◆ What is required
The line containing "Right hand at" marks the end: write out exactly every line from the first line of the data below through that line, and only those.

*** Input data Section Begins ***

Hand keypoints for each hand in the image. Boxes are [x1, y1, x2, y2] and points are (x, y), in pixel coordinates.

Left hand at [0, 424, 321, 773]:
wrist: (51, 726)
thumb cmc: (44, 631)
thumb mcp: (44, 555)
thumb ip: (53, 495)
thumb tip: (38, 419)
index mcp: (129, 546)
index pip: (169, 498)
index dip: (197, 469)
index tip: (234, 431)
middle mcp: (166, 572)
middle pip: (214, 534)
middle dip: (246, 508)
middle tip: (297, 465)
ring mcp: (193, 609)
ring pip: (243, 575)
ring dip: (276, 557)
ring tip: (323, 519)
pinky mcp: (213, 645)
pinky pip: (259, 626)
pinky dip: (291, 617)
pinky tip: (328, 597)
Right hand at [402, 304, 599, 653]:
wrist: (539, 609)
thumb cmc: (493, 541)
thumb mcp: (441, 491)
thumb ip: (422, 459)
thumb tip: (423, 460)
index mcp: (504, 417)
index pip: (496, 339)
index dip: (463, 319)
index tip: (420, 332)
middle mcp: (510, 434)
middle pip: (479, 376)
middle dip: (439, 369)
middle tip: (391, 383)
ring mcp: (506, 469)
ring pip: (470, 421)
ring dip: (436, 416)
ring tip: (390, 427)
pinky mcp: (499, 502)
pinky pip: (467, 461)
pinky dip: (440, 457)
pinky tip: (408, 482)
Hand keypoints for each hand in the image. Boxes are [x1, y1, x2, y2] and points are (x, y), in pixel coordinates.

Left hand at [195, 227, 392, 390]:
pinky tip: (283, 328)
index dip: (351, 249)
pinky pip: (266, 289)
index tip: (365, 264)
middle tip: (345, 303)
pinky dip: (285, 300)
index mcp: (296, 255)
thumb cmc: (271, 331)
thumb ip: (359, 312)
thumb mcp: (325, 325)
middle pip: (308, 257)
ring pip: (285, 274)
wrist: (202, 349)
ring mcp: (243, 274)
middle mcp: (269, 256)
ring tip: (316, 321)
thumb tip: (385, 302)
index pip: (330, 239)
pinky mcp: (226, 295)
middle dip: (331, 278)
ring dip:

*** Input data Section Ends ***

◆ Solution to the exercise
Hand keypoints for each hand in the image. Boxes are [x1, y1, x2, y2] and points are (x, y), in pixel coordinates.

Left hand at [0, 424, 321, 773]:
wrist: (51, 726)
thumb cmc: (44, 631)
thumb mcp: (44, 555)
thumb ip: (53, 495)
thumb tip: (38, 419)
index mcp: (129, 546)
index pip: (169, 498)
index dip: (197, 469)
index tip: (234, 431)
middle mcp: (166, 572)
middle pip: (214, 534)
middle dip: (246, 508)
middle tip: (297, 465)
ring mcp: (193, 609)
ring pip: (243, 575)
ring dip: (276, 557)
ring tip: (323, 519)
pinky mcp: (213, 645)
pinky pip: (259, 626)
pinky dip: (291, 617)
pinky tip: (328, 597)
Right hand at [402, 304, 599, 653]:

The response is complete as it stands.